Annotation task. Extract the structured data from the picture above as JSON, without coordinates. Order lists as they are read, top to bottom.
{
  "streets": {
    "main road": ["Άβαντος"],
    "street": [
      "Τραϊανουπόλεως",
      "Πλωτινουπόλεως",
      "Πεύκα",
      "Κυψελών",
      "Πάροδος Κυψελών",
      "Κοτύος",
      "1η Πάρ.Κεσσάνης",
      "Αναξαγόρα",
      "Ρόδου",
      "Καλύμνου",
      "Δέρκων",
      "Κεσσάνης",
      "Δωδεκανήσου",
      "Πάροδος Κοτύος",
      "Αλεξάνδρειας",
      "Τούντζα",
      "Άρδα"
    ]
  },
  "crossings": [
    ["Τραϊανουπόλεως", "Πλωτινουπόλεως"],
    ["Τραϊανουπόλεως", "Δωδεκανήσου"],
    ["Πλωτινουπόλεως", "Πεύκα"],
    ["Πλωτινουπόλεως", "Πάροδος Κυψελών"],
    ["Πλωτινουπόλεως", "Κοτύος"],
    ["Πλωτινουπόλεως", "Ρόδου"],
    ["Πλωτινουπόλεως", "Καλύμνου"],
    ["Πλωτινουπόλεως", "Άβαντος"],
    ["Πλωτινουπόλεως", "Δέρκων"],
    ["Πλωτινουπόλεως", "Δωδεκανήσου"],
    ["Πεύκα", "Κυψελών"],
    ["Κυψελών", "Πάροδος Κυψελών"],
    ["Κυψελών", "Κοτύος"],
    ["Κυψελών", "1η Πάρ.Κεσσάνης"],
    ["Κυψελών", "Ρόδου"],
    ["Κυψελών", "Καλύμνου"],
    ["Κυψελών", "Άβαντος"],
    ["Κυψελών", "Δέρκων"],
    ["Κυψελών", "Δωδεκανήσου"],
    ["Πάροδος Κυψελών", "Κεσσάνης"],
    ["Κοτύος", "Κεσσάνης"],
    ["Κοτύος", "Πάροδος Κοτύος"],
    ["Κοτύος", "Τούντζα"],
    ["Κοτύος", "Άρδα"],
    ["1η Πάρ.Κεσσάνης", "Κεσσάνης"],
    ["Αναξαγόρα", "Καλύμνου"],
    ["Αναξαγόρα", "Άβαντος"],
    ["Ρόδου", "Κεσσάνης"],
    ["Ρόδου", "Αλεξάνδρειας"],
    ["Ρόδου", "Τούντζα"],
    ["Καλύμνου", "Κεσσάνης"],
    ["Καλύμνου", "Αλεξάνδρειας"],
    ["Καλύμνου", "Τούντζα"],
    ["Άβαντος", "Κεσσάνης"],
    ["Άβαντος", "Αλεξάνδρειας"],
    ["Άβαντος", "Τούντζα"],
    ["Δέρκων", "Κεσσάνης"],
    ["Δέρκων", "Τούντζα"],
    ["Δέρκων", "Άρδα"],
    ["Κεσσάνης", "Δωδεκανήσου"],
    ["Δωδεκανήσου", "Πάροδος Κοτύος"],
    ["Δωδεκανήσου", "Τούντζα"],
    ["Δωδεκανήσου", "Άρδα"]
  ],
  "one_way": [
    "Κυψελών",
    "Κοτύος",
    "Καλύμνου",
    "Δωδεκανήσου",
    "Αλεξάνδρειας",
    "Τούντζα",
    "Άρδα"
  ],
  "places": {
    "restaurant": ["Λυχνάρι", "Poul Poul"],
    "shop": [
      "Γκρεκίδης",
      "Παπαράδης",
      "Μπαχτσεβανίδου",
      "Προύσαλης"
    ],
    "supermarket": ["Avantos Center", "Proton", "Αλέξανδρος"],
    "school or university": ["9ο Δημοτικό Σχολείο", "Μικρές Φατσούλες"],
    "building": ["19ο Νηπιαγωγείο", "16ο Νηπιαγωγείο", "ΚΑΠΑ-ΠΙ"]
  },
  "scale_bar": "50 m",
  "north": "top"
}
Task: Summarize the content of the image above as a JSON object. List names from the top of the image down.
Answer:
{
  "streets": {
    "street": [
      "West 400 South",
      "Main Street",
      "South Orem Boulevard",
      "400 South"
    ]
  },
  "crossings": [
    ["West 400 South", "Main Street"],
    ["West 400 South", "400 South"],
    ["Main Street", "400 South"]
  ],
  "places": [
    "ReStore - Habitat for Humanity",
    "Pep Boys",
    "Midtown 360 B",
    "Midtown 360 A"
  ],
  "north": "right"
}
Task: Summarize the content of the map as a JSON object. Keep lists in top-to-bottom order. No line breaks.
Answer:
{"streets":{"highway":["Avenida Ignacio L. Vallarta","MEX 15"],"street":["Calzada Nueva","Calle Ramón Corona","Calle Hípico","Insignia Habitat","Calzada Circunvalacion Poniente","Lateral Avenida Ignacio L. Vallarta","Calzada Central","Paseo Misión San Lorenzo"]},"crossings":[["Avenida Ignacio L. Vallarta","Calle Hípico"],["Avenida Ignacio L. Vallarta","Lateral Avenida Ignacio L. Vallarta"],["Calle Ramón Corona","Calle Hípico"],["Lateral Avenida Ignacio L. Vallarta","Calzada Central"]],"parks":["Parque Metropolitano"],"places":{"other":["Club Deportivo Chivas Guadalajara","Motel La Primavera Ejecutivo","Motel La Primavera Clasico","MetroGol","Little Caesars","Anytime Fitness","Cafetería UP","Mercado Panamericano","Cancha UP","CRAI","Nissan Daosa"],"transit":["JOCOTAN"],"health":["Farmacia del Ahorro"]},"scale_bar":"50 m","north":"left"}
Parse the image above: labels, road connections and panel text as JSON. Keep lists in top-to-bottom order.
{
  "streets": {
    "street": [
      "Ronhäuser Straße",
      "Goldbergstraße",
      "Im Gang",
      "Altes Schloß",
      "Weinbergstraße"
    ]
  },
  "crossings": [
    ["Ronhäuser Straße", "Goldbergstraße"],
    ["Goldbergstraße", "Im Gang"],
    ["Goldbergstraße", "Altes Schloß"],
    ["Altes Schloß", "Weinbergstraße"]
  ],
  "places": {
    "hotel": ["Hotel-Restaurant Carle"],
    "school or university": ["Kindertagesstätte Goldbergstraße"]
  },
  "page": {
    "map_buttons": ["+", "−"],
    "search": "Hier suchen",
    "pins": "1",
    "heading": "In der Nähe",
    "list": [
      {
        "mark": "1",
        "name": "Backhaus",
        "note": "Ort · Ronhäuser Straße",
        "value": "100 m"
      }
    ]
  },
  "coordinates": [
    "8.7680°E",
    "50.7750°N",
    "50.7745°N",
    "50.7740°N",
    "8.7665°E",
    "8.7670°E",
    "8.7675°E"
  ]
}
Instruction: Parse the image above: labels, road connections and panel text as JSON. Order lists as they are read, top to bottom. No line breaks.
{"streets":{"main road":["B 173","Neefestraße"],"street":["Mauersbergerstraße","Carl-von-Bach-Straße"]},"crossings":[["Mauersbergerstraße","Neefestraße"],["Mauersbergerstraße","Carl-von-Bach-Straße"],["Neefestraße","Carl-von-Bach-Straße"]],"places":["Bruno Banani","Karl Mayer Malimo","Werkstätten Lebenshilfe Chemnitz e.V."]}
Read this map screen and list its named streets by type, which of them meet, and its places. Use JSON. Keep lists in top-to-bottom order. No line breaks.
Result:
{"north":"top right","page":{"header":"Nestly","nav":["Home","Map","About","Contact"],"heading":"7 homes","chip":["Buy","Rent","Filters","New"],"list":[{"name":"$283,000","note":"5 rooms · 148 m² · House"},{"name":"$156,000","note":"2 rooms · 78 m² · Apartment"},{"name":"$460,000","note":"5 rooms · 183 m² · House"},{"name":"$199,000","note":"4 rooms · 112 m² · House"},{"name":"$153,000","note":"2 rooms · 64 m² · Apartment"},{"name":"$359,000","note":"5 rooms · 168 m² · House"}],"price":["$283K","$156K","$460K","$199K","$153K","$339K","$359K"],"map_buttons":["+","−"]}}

### What the task requires
Set down, exactly as they stand above, the lines starting with the line with "Task: Summarize the content of the image" and going on through the line with "Task: Summarize the content of the map", and no others.

### Exercise answer
Task: Summarize the content of the image above as a JSON object. List names from the top of the image down.
Answer:
{
  "streets": {
    "street": [
      "West 400 South",
      "Main Street",
      "South Orem Boulevard",
      "400 South"
    ]
  },
  "crossings": [
    ["West 400 South", "Main Street"],
    ["West 400 South", "400 South"],
    ["Main Street", "400 South"]
  ],
  "places": [
    "ReStore - Habitat for Humanity",
    "Pep Boys",
    "Midtown 360 B",
    "Midtown 360 A"
  ],
  "north": "right"
}
Task: Summarize the content of the map as a JSON object. Keep lists in top-to-bottom order. No line breaks.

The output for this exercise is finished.